Varias organizaciones surcoreanas informan el caso de una mujer que fue ajusticiada en público el mes pasado, en una localidad norcoreana cercana a la frontera con China.
Según indica Andre Vornic, corresponsal de BBC en Asia, la mujer fue
acusada de distribuir biblias, espiar para Corea del Sur y Estados
Unidos y colaborar con disidentes. De acuerdo a las denuncias,los
padres de esta persona, su marido y sus hijos fueron enviados a un
campo de detención.
El corresponsal de BBC añade que aunque estas informaciones son muy
difíciles de comprobar, Corea del Norte es conocida por su intolerancia
hacia la religión.
El gobierno de Estados Unidos sostiene que el hecho de poseer una
biblia en el país comunista puede ser motivo de torturas y
desaparición, afirma Vornic. Pero a pesar de la persecución, se estima
que unos 30.000 norcoreanos practican el cristianismo en sus hogares y
en secreto.
El periodista de BBC explica que en Corea del Norte, tal vez la
sociedad más cerrada del mundo, sólo se puede venerar al fundador del
país, Kim Il-sung, y a su hijo y actual líder, Kim Jong-il.

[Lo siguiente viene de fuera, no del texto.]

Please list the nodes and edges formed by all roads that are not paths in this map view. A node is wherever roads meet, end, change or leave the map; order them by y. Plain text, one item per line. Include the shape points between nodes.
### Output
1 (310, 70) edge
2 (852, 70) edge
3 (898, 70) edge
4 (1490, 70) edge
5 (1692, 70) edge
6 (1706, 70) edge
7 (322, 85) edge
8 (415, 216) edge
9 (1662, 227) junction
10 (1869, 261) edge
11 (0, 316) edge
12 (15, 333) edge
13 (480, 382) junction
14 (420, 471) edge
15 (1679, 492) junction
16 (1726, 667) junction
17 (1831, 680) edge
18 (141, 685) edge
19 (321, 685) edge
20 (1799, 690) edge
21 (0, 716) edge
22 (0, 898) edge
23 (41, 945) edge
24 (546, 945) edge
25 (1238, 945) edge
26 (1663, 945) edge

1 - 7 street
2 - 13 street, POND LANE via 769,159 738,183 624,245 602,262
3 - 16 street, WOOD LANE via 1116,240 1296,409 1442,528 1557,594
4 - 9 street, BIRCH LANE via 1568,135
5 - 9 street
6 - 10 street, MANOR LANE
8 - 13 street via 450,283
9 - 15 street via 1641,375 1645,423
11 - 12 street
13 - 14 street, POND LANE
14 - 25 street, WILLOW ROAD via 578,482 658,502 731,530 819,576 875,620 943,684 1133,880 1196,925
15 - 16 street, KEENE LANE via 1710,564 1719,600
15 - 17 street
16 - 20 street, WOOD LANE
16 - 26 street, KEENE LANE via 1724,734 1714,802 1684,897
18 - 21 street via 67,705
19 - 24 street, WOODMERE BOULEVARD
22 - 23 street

Las únicos actos masivos de fervor casi religioso son en honor de sus
figuras, y es por esto que el régimen ve a la religión como una
amenaza. La posición de Pyongyang parece haberse endurecido en lo
relacionado a derechos humanos y a la política de defensa en el último
año.
Algunos analistas creen que puede ser una estrategia para
apuntalar al gobierno de Kim Jong-il, al que se supone enfermo, durante
el proceso de designación de su hijo, Kim Jong-un, como próximo líder.
La delicada situación que se vive en Corea de Norte y que afecta
grandemente la seguridad de la región debe ser motivo de nuestras
oraciones. Debemos unirnos en oración por el pueblo norcoreano y por
nuestros hermanos que son perseguidos por causa del evangelio.